§ Exercise requirements
Leave the pictures out and restate every line below exactly.

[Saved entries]
=== Section Start ===
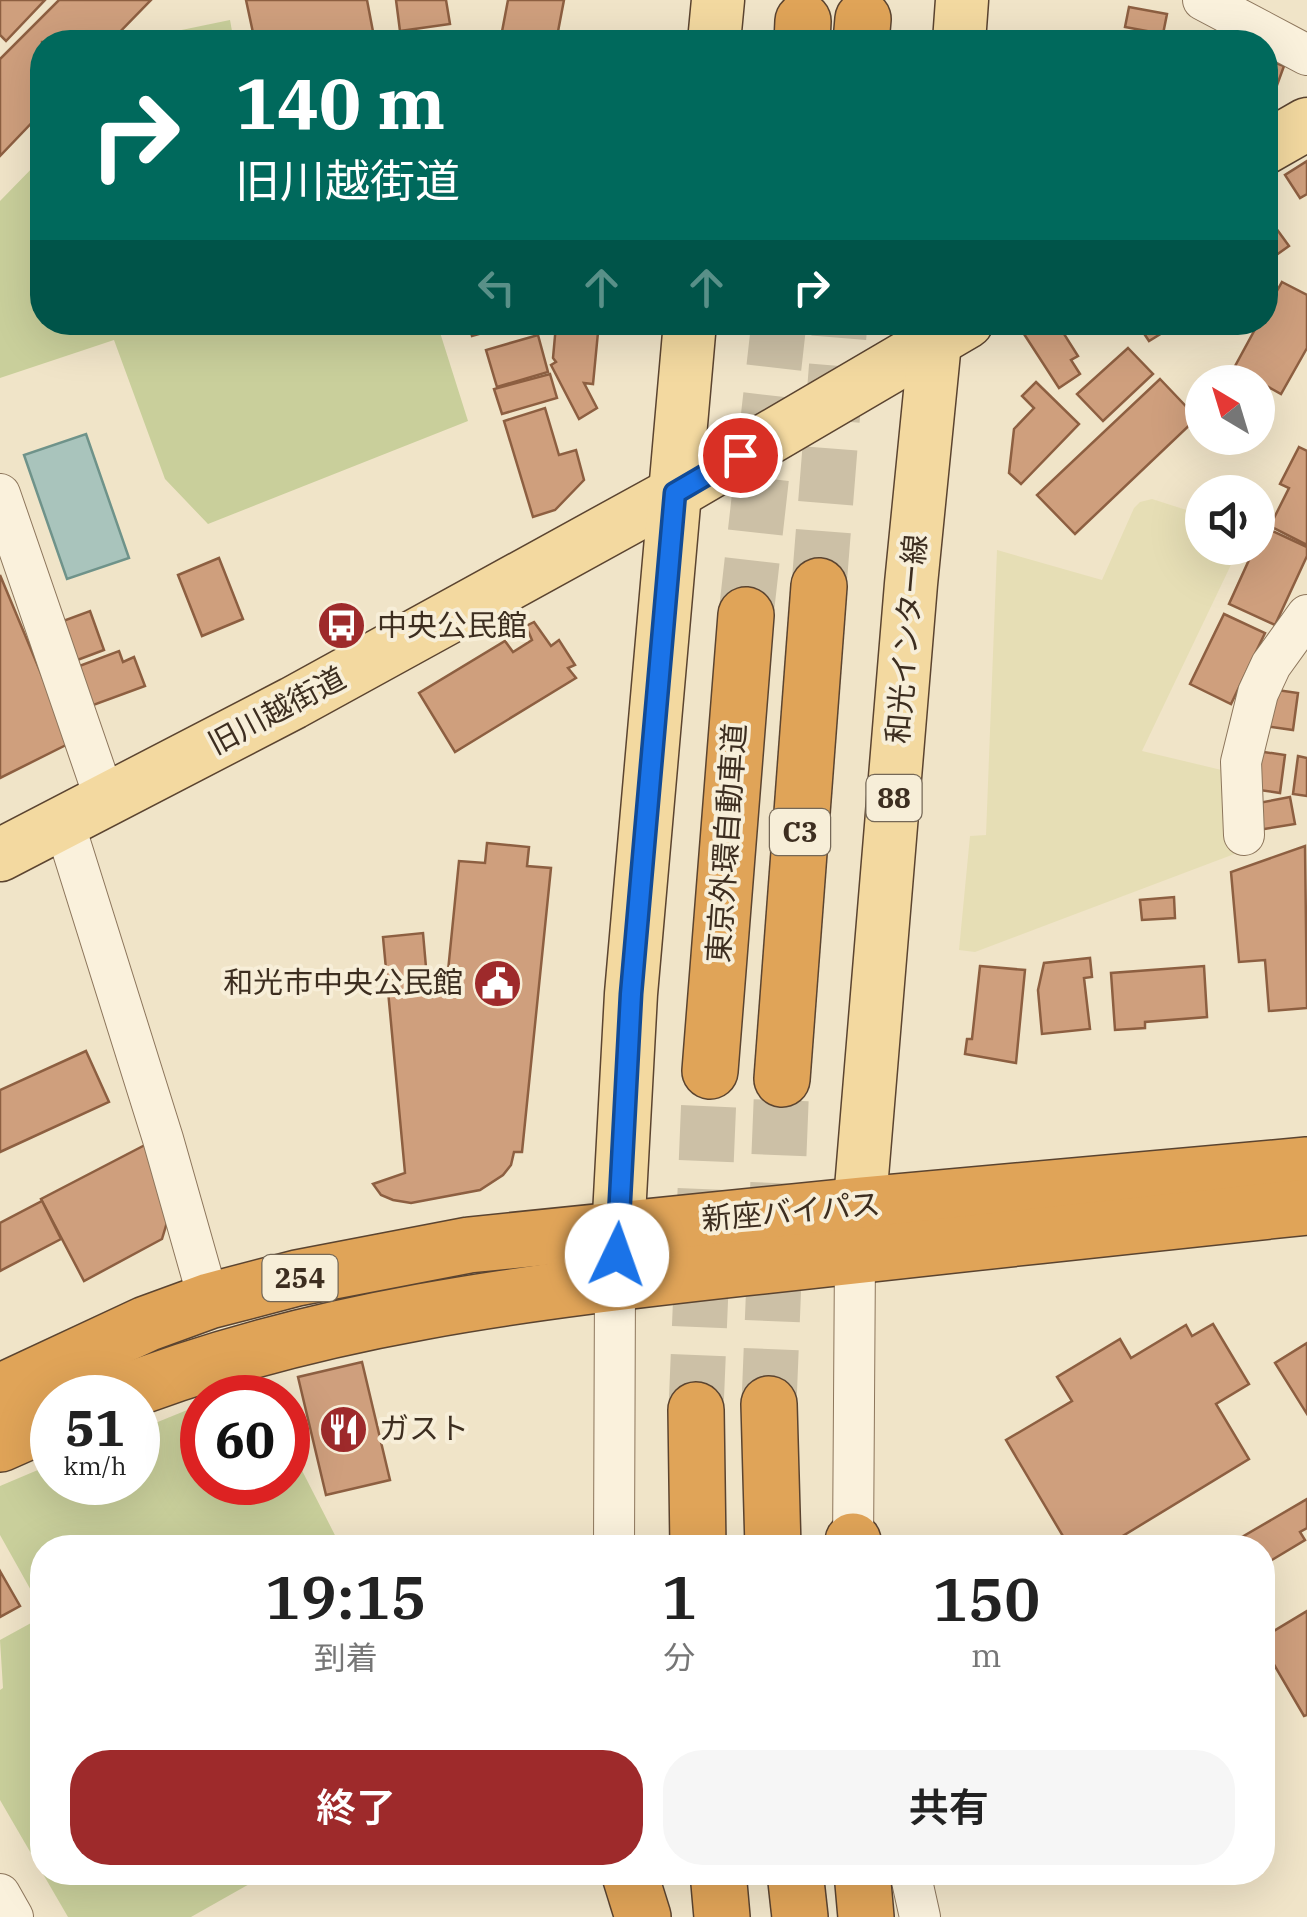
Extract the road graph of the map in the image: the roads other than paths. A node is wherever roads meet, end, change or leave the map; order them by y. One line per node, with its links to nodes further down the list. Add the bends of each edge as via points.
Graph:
1 (718, 0): 4 (main road)
2 (962, 0): 5 (main road)
3 (1203, 0): 6 (street)
4 (715, 30)
5 (960, 30)
6 (1260, 30)
7 (1278, 40): 8 (street)
8 (1307, 55)
9 (1307, 124): 10 (main road)
10 (1278, 141)
11 (689, 335): 14 (main road)
12 (935, 335): 14 (main road, 旧川越街道)
13 (946, 335): 27 (main road, 和光インター線 / 88, via 911,584)
14 (675, 493): 19 (main road, 旧川越街道); 26 (main road, via 631,994)
15 (0, 494): 19 (street)
16 (819, 586): 23 (highway, C3)
17 (746, 615): 22 (highway, 東京外環自動車道 / C3)
18 (1307, 615): 20 (street, via 1258,693 1241,762)
19 (85, 812): 21 (main road, 旧川越街道); 29 (street)
20 (1244, 835)
21 (0, 855)
22 (710, 1071)
23 (782, 1080)
24 (1307, 1166): 27 (highway, 新座バイパス / 254)
25 (1307, 1207): 27 (highway, 新座バイパス / 254)
26 (619, 1228): 27 (highway, 新座バイパス / 254); 28 (main road); 29 (highway, 新座バイパス / 254, via 470,1245)
27 (858, 1230): 28 (highway, 新座バイパス / 254); 39 (street)
28 (615, 1282): 30 (highway, 新座バイパス / 254, via 452,1304 296,1337); 36 (street)
29 (209, 1301): 31 (highway, 新座バイパス / 254)
30 (160, 1380)
31 (0, 1392)
32 (769, 1404): 38 (highway)
33 (696, 1410): 37 (highway)
34 (30, 1431): 35 (highway)
35 (0, 1444)
36 (614, 1535)
37 (698, 1535)
38 (772, 1535)
39 (853, 1535)
40 (630, 1885): 48 (street)
41 (633, 1885): 49 (highway)
42 (719, 1885): 50 (highway)
43 (796, 1885): 51 (highway)
44 (863, 1885): 52 (highway)
45 (913, 1885): 53 (street)
46 (0, 1894): 47 (street)
47 (13, 1917)
48 (632, 1917)
49 (643, 1917)
50 (722, 1917)
51 (800, 1917)
52 (866, 1917)
53 (920, 1917)

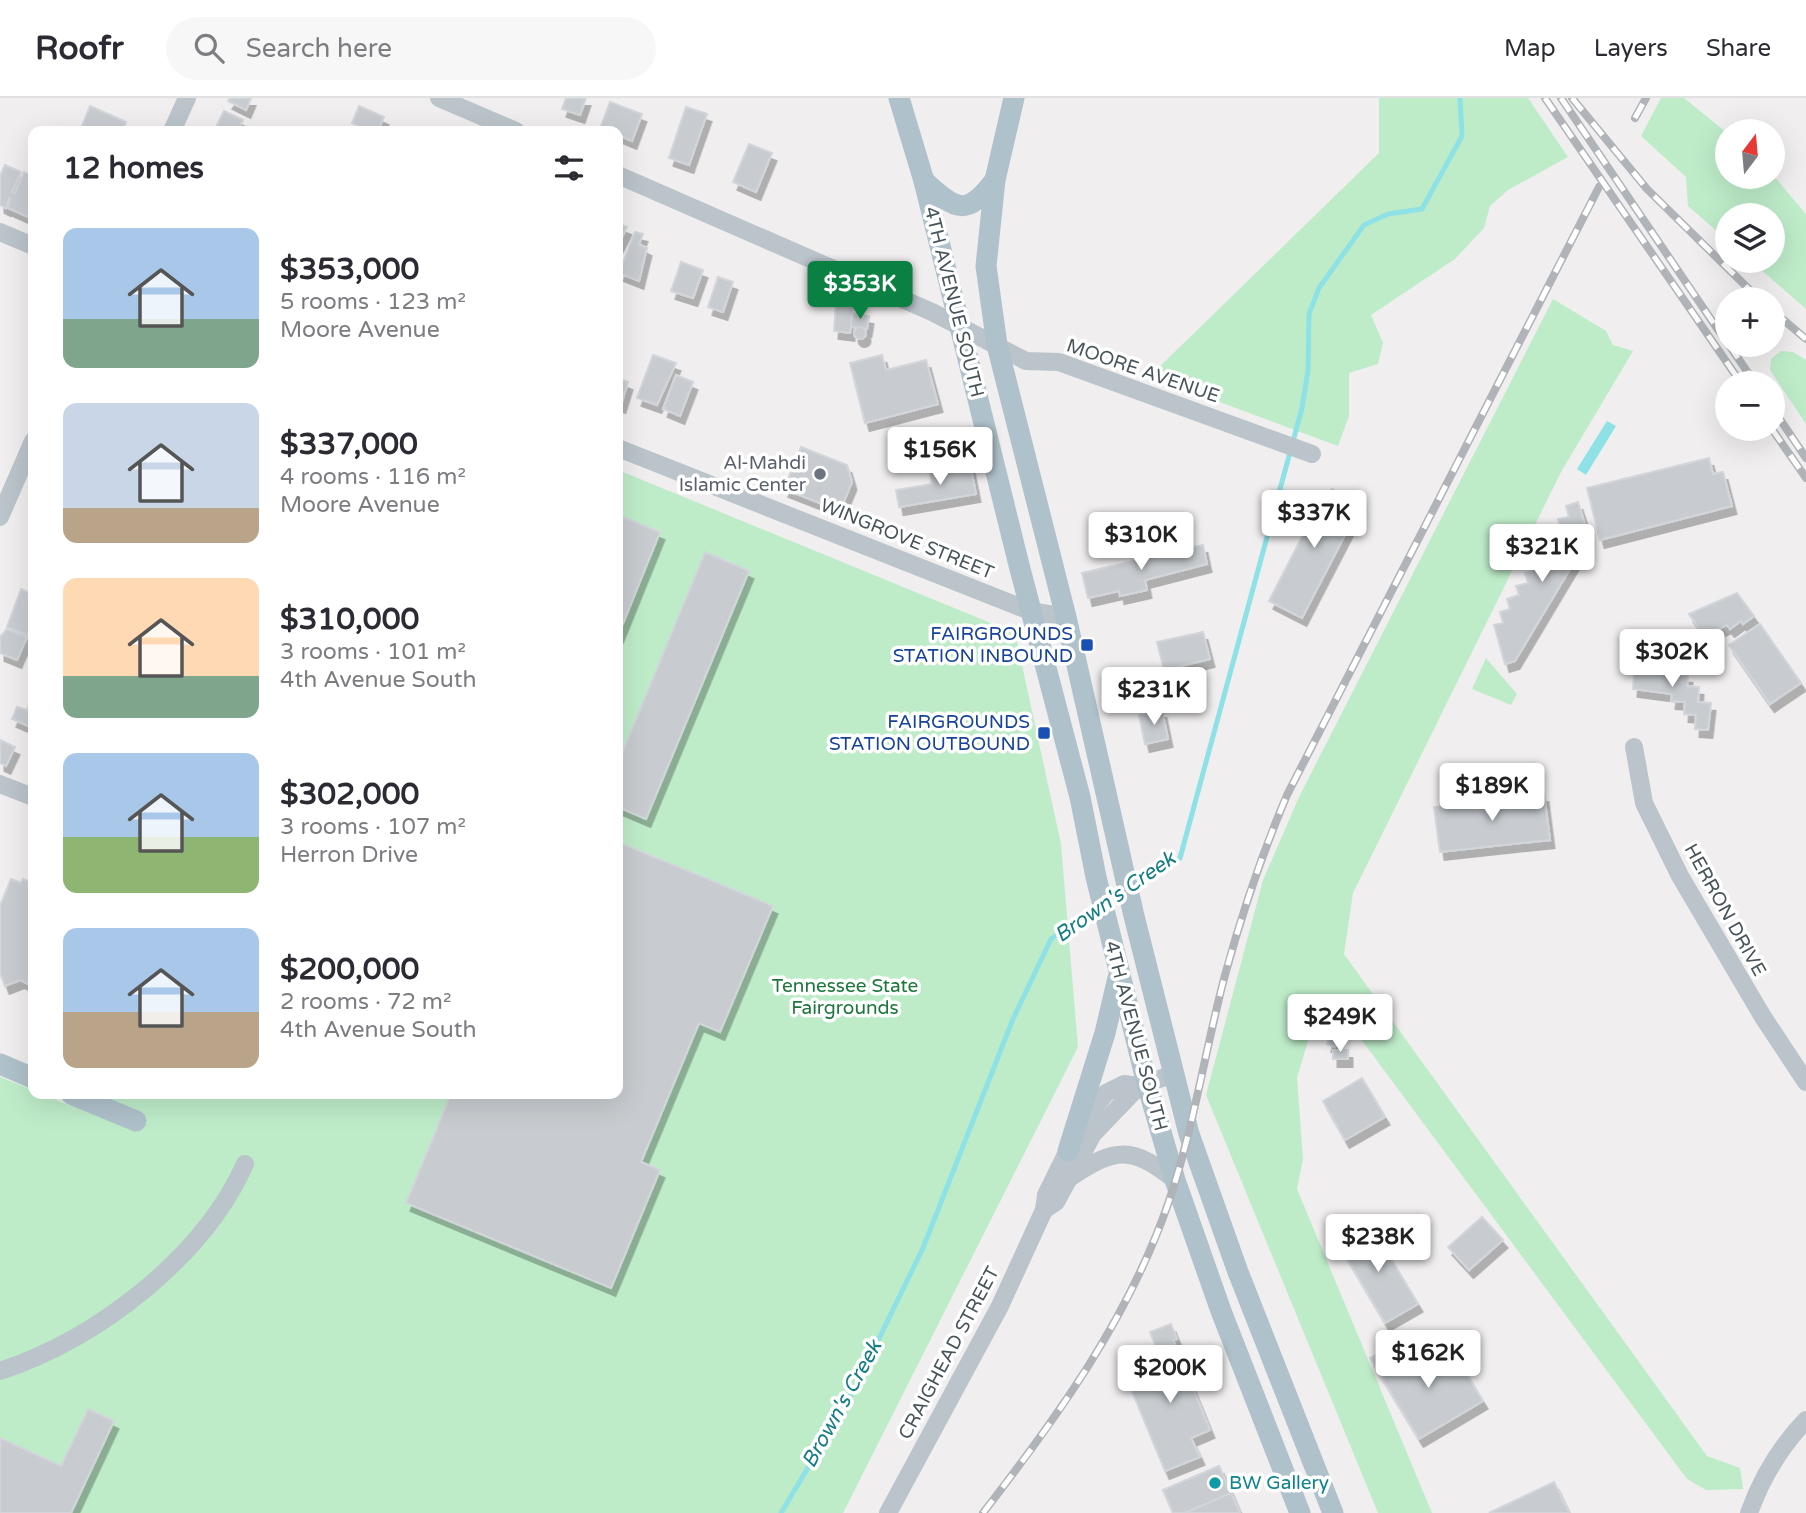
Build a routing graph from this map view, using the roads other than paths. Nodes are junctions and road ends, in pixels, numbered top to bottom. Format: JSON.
{"nodes":[{"id":1,"x":187,"y":98,"type":"edge"},
{"id":2,"x":439,"y":98,"type":"edge"},
{"id":3,"x":900,"y":98,"type":"edge"},
{"id":4,"x":1014,"y":98,"type":"edge"},
{"id":5,"x":174,"y":126,"type":"edge"},
{"id":6,"x":504,"y":126,"type":"edge"},
{"id":7,"x":623,"y":176,"type":"edge"},
{"id":8,"x":995,"y":180,"type":"junction"},
{"id":9,"x":925,"y":181,"type":"junction"},
{"id":10,"x":0,"y":232,"type":"edge"},
{"id":11,"x":28,"y":244,"type":"edge"},
{"id":12,"x":960,"y":326,"type":"junction"},
{"id":13,"x":997,"y":345,"type":"junction"},
{"id":14,"x":623,"y":450,"type":"edge"},
{"id":15,"x":28,"y":453,"type":"edge"},
{"id":16,"x":1312,"y":454,"type":"dead end"},
{"id":17,"x":0,"y":517,"type":"edge"},
{"id":18,"x":1030,"y":611,"type":"junction"},
{"id":19,"x":1066,"y":617,"type":"junction"},
{"id":20,"x":1634,"y":747,"type":"dead end"},
{"id":21,"x":0,"y":784,"type":"edge"},
{"id":22,"x":28,"y":795,"type":"edge"},
{"id":23,"x":1120,"y":972,"type":"junction"},
{"id":24,"x":0,"y":1064,"type":"edge"},
{"id":25,"x":1174,"y":1074,"type":"junction"},
{"id":26,"x":28,"y":1076,"type":"edge"},
{"id":27,"x":1806,"y":1082,"type":"edge"},
{"id":28,"x":1143,"y":1085,"type":"junction"},
{"id":29,"x":83,"y":1099,"type":"edge"},
{"id":30,"x":136,"y":1121,"type":"dead end"},
{"id":31,"x":1068,"y":1151,"type":"junction"},
{"id":32,"x":245,"y":1164,"type":"dead end"},
{"id":33,"x":1068,"y":1179,"type":"junction"},
{"id":34,"x":1175,"y":1180,"type":"junction"},
{"id":35,"x":1044,"y":1209,"type":"junction"},
{"id":36,"x":0,"y":1371,"type":"edge"},
{"id":37,"x":1806,"y":1420,"type":"edge"},
{"id":38,"x":888,"y":1513,"type":"edge"},
{"id":39,"x":1300,"y":1513,"type":"edge"},
{"id":40,"x":1333,"y":1513,"type":"edge"},
{"id":41,"x":1749,"y":1513,"type":"edge"}],
"edges":[{"from":1,"to":5,"type":"street"},
{"from":2,"to":6,"type":"street"},
{"from":3,"to":9,"type":"main road","name":"4TH AVENUE SOUTH"},
{"from":4,"to":8,"type":"main road","name":"4TH AVENUE SOUTH"},
{"from":7,"to":12,"type":"street","name":"MOORE AVENUE"},
{"from":8,"to":9,"type":"main road"},
{"from":8,"to":13,"type":"main road","name":"4TH AVENUE SOUTH"},
{"from":9,"to":12,"type":"main road","name":"4TH AVENUE SOUTH"},
{"from":10,"to":11,"type":"street"},
{"from":12,"to":13,"type":"street","name":"MOORE AVENUE"},
{"from":12,"to":18,"type":"main road","name":"4TH AVENUE SOUTH"},
{"from":13,"to":16,"type":"street","name":"MOORE AVENUE"},
{"from":13,"to":19,"type":"main road","name":"4TH AVENUE SOUTH"},
{"from":14,"to":18,"type":"street","name":"WINGROVE STREET"},
{"from":15,"to":17,"type":"street"},
{"from":18,"to":19,"type":"street","name":"WINGROVE STREET"},
{"from":18,"to":23,"type":"main road","name":"4TH AVENUE SOUTH"},
{"from":19,"to":25,"type":"main road","name":"4TH AVENUE SOUTH"},
{"from":20,"to":27,"type":"street","name":"HERRON DRIVE"},
{"from":21,"to":22,"type":"street"},
{"from":23,"to":28,"type":"main road","name":"4TH AVENUE SOUTH"},
{"from":23,"to":31,"type":"main road"},
{"from":24,"to":26,"type":"main road"},
{"from":25,"to":28,"type":"street","name":"CRAIGHEAD STREET"},
{"from":25,"to":40,"type":"main road","name":"4TH AVENUE SOUTH"},
{"from":28,"to":31,"type":"street","name":"CRAIGHEAD STREET"},
{"from":28,"to":33,"type":"street","name":"CRAIGHEAD STREET"},
{"from":28,"to":34,"type":"main road","name":"4TH AVENUE SOUTH"},
{"from":29,"to":30,"type":"main road"},
{"from":31,"to":35,"type":"street","name":"CRAIGHEAD STREET"},
{"from":32,"to":36,"type":"street"},
{"from":33,"to":34,"type":"street"},
{"from":33,"to":35,"type":"street","name":"CRAIGHEAD STREET"},
{"from":34,"to":39,"type":"main road","name":"4TH AVENUE SOUTH"},
{"from":35,"to":38,"type":"street","name":"CRAIGHEAD STREET"},
{"from":37,"to":41,"type":"street"}]}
=== Section End ===
§ Solution
Extract the road graph of the map in the image: the roads other than paths. A node is wherever roads meet, end, change or leave the map; order them by y. One line per node, with its links to nodes further down the list. Add the bends of each edge as via points.
Graph:
1 (718, 0): 4 (main road)
2 (962, 0): 5 (main road)
3 (1203, 0): 6 (street)
4 (715, 30)
5 (960, 30)
6 (1260, 30)
7 (1278, 40): 8 (street)
8 (1307, 55)
9 (1307, 124): 10 (main road)
10 (1278, 141)
11 (689, 335): 14 (main road)
12 (935, 335): 14 (main road, 旧川越街道)
13 (946, 335): 27 (main road, 和光インター線 / 88, via 911,584)
14 (675, 493): 19 (main road, 旧川越街道); 26 (main road, via 631,994)
15 (0, 494): 19 (street)
16 (819, 586): 23 (highway, C3)
17 (746, 615): 22 (highway, 東京外環自動車道 / C3)
18 (1307, 615): 20 (street, via 1258,693 1241,762)
19 (85, 812): 21 (main road, 旧川越街道); 29 (street)
20 (1244, 835)
21 (0, 855)
22 (710, 1071)
23 (782, 1080)
24 (1307, 1166): 27 (highway, 新座バイパス / 254)
25 (1307, 1207): 27 (highway, 新座バイパス / 254)
26 (619, 1228): 27 (highway, 新座バイパス / 254); 28 (main road); 29 (highway, 新座バイパス / 254, via 470,1245)
27 (858, 1230): 28 (highway, 新座バイパス / 254); 39 (street)
28 (615, 1282): 30 (highway, 新座バイパス / 254, via 452,1304 296,1337); 36 (street)
29 (209, 1301): 31 (highway, 新座バイパス / 254)
30 (160, 1380)
31 (0, 1392)
32 (769, 1404): 38 (highway)
33 (696, 1410): 37 (highway)
34 (30, 1431): 35 (highway)
35 (0, 1444)
36 (614, 1535)
37 (698, 1535)
38 (772, 1535)
39 (853, 1535)
40 (630, 1885): 48 (street)
41 (633, 1885): 49 (highway)
42 (719, 1885): 50 (highway)
43 (796, 1885): 51 (highway)
44 (863, 1885): 52 (highway)
45 (913, 1885): 53 (street)
46 (0, 1894): 47 (street)
47 (13, 1917)
48 (632, 1917)
49 (643, 1917)
50 (722, 1917)
51 (800, 1917)
52 (866, 1917)
53 (920, 1917)

Build a routing graph from this map view, using the roads other than paths. Nodes are junctions and road ends, in pixels, numbered top to bottom. Format: JSON.
{"nodes":[{"id":1,"x":187,"y":98,"type":"edge"},
{"id":2,"x":439,"y":98,"type":"edge"},
{"id":3,"x":900,"y":98,"type":"edge"},
{"id":4,"x":1014,"y":98,"type":"edge"},
{"id":5,"x":174,"y":126,"type":"edge"},
{"id":6,"x":504,"y":126,"type":"edge"},
{"id":7,"x":623,"y":176,"type":"edge"},
{"id":8,"x":995,"y":180,"type":"junction"},
{"id":9,"x":925,"y":181,"type":"junction"},
{"id":10,"x":0,"y":232,"type":"edge"},
{"id":11,"x":28,"y":244,"type":"edge"},
{"id":12,"x":960,"y":326,"type":"junction"},
{"id":13,"x":997,"y":345,"type":"junction"},
{"id":14,"x":623,"y":450,"type":"edge"},
{"id":15,"x":28,"y":453,"type":"edge"},
{"id":16,"x":1312,"y":454,"type":"dead end"},
{"id":17,"x":0,"y":517,"type":"edge"},
{"id":18,"x":1030,"y":611,"type":"junction"},
{"id":19,"x":1066,"y":617,"type":"junction"},
{"id":20,"x":1634,"y":747,"type":"dead end"},
{"id":21,"x":0,"y":784,"type":"edge"},
{"id":22,"x":28,"y":795,"type":"edge"},
{"id":23,"x":1120,"y":972,"type":"junction"},
{"id":24,"x":0,"y":1064,"type":"edge"},
{"id":25,"x":1174,"y":1074,"type":"junction"},
{"id":26,"x":28,"y":1076,"type":"edge"},
{"id":27,"x":1806,"y":1082,"type":"edge"},
{"id":28,"x":1143,"y":1085,"type":"junction"},
{"id":29,"x":83,"y":1099,"type":"edge"},
{"id":30,"x":136,"y":1121,"type":"dead end"},
{"id":31,"x":1068,"y":1151,"type":"junction"},
{"id":32,"x":245,"y":1164,"type":"dead end"},
{"id":33,"x":1068,"y":1179,"type":"junction"},
{"id":34,"x":1175,"y":1180,"type":"junction"},
{"id":35,"x":1044,"y":1209,"type":"junction"},
{"id":36,"x":0,"y":1371,"type":"edge"},
{"id":37,"x":1806,"y":1420,"type":"edge"},
{"id":38,"x":888,"y":1513,"type":"edge"},
{"id":39,"x":1300,"y":1513,"type":"edge"},
{"id":40,"x":1333,"y":1513,"type":"edge"},
{"id":41,"x":1749,"y":1513,"type":"edge"}],
"edges":[{"from":1,"to":5,"type":"street"},
{"from":2,"to":6,"type":"street"},
{"from":3,"to":9,"type":"main road","name":"4TH AVENUE SOUTH"},
{"from":4,"to":8,"type":"main road","name":"4TH AVENUE SOUTH"},
{"from":7,"to":12,"type":"street","name":"MOORE AVENUE"},
{"from":8,"to":9,"type":"main road"},
{"from":8,"to":13,"type":"main road","name":"4TH AVENUE SOUTH"},
{"from":9,"to":12,"type":"main road","name":"4TH AVENUE SOUTH"},
{"from":10,"to":11,"type":"street"},
{"from":12,"to":13,"type":"street","name":"MOORE AVENUE"},
{"from":12,"to":18,"type":"main road","name":"4TH AVENUE SOUTH"},
{"from":13,"to":16,"type":"street","name":"MOORE AVENUE"},
{"from":13,"to":19,"type":"main road","name":"4TH AVENUE SOUTH"},
{"from":14,"to":18,"type":"street","name":"WINGROVE STREET"},
{"from":15,"to":17,"type":"street"},
{"from":18,"to":19,"type":"street","name":"WINGROVE STREET"},
{"from":18,"to":23,"type":"main road","name":"4TH AVENUE SOUTH"},
{"from":19,"to":25,"type":"main road","name":"4TH AVENUE SOUTH"},
{"from":20,"to":27,"type":"street","name":"HERRON DRIVE"},
{"from":21,"to":22,"type":"street"},
{"from":23,"to":28,"type":"main road","name":"4TH AVENUE SOUTH"},
{"from":23,"to":31,"type":"main road"},
{"from":24,"to":26,"type":"main road"},
{"from":25,"to":28,"type":"street","name":"CRAIGHEAD STREET"},
{"from":25,"to":40,"type":"main road","name":"4TH AVENUE SOUTH"},
{"from":28,"to":31,"type":"street","name":"CRAIGHEAD STREET"},
{"from":28,"to":33,"type":"street","name":"CRAIGHEAD STREET"},
{"from":28,"to":34,"type":"main road","name":"4TH AVENUE SOUTH"},
{"from":29,"to":30,"type":"main road"},
{"from":31,"to":35,"type":"street","name":"CRAIGHEAD STREET"},
{"from":32,"to":36,"type":"street"},
{"from":33,"to":34,"type":"street"},
{"from":33,"to":35,"type":"street","name":"CRAIGHEAD STREET"},
{"from":34,"to":39,"type":"main road","name":"4TH AVENUE SOUTH"},
{"from":35,"to":38,"type":"street","name":"CRAIGHEAD STREET"},
{"from":37,"to":41,"type":"street"}]}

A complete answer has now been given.